One of the challenges in vibration testing is mass loading. The resonant frequency of a vibrating device under test (DUT) will change depending on whether an additional mass is added to the DUT. This is particularly evident with a vibrating cantilevered beam and especially so with a curved cantilevered beam, such as a turbine blade. Accurately measuring the resonant frequencies of a turbine blade with an accelerometer is complicated due to mass loading. Even the tiniest of accelerometers adds a mass that affects the resonant frequency of the turbine blade.
Figure 1. VibroGo® (Laser Vibrometer) measures the accelerations of the turbine blade simultaneously with the accelerometer attached to the tip of the turbine blade.
A solution to the mass loading dilemma is to measure the turbine blade’s accelerations with a non-contact sensor, such as a laser vibrometer. In this case study, a lightweight accelerometer (7.5 g) was used to measure the resonant frequencies of a short turbine blade (20.4 g). This was contrasted with measurements made with Polytec’s VibroGo® (laser vibrometer).
Procedure
The laser vibrometer was operated in the velocity setting because it is one of the base measurements. The other is displacement. Velocity is preferred because it has a flatter frequency response due to the scaling factor between acceleration, velocity, and displacement. Acceleration increases with frequency, displacement decreases, and velocity stays relatively flat. We determined to use the velocity setting to avoid any lag or errors in the data processing.
The smallest bandwidth (1kHz) and the smallest velocity range (1m/s) that did not result in an overloading error were used for the test.
Finally, the laser vibrometer was used at an optimal stand-off distance. The vibrometer we used had a basic stand-off distance of 463mm + (183mm * n). We set the vibrometer at 877mm from the tip of the turbine blade (Figure 1).
Laser Vibrometer Settings
| Bandwidth | High pass filter | Velocity range | Sensitivity | Optimal stand-off distance |
| 1 kHz | 13 Hz | 1 m/s | 250 mm/s/V | 877 mm |
A flat 1G sine sweep from 50 to 500Hz was conducted on the turbine blade at a 1-oct/min sweep rate. The test was conducted with and without mass loading.
In the first test, an accelerometer was attached to the end of the turbine blade (mass loading situation) to measure the resonances of the turbine blade. Simultaneously, the vibrometer was collecting data from the end of the turbine blade (Figure 2).
Figure 2. Turbine blade with an accelerometer attached to the tip. The laser’s light on the accelerometer shows that the VibroGo® (laser vibrometer) was measuring the accelerations of the turbine blade simultaneously.
In the second test, the accelerometer was removed (no mass loading) and the vibrometer collected the vibration data from the end of the turbine blade (Figure 3).
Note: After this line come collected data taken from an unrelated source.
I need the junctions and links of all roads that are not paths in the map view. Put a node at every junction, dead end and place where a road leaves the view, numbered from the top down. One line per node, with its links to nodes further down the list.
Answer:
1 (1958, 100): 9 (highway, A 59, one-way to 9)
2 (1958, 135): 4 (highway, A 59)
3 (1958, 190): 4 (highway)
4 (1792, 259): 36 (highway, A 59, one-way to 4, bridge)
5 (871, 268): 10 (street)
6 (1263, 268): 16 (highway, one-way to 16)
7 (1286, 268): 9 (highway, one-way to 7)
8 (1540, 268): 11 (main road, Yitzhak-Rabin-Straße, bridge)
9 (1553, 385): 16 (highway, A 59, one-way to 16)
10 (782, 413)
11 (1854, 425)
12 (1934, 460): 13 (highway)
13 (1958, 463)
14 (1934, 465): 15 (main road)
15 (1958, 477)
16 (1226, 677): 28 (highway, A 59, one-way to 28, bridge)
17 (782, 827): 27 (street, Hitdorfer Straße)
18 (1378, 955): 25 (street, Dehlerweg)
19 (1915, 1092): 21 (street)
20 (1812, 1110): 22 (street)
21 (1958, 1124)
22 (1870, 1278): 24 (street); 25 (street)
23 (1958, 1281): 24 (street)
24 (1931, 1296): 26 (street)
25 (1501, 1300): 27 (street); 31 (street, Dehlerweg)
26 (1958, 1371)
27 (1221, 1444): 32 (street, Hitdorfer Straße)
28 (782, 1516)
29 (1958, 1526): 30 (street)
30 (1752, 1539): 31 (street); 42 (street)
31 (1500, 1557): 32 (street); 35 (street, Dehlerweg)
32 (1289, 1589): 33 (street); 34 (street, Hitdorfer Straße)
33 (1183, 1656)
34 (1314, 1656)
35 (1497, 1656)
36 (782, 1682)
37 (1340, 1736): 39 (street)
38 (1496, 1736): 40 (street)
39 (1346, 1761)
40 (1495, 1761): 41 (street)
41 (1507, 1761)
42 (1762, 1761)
Figure 3. Turbine blade without accelerometer attached to the tip. The laser light on the accelerometer shows the VibroGo® (laser vibrometer) measuring the acceleration of the turbine blade.
The results of these tests were compared to confirm that the laser vibrometer could collect the same data as the accelerometer and confirm the effect of mass loading on a resonant beam.
Results
A flat 1G sine sweep test was conducted on the turbine blade, sweeping down from 500Hz to 30Hz at a 1-oct/min sweep rate. Several resonances were detected during this sine test. Both the accelerometer and the vibrometer were able to detect the same resonances (Figure 4).
Figure 4. Accelerometer and laser vibrometer data are compared for a vibrating turbine blade. The sensors detect the same resonances in the turbine blade.
The results of the testing demonstrate that mass loading causes a downward shift in the resonances of the turbine blade (Figure 5).
Figure 5. Laser vibrometer data for a vibrating turbine blade are compared. The vibrometer data for the turbine blade with a mass on the end of the turbine blade have a lower resonant frequency than without the mass on the end of the turbine blade.
The results also show that the controller was able to control better within tolerances when there was no mass on the turbine blade (Figure 6). Mass loading makes controlling through resonances more difficult.
Figure 6. The control signal falls into tolerance better when there is no mass loading.
Conclusion
The results of this study demonstrate three things. First, the results show that a laser vibrometer can produce the same measurements as a traditional accelerometer. Second, the results show that mass loading is in fact an issue that engineers must face. The resonant frequencies of the turbine blade changed when the accelerometer was removed. Finally, the results show that a non-contact sensor, such as a laser vibrometer, can be used accurately to determine the resonant frequencies of a DUT that is particularly susceptible to mass loading issues. When using the non-contact sensor to accurately determine the resonant frequencies of the DUT, the controller will also be able to control through the resonances better than when the turbine blade is affected by mass-loading issues.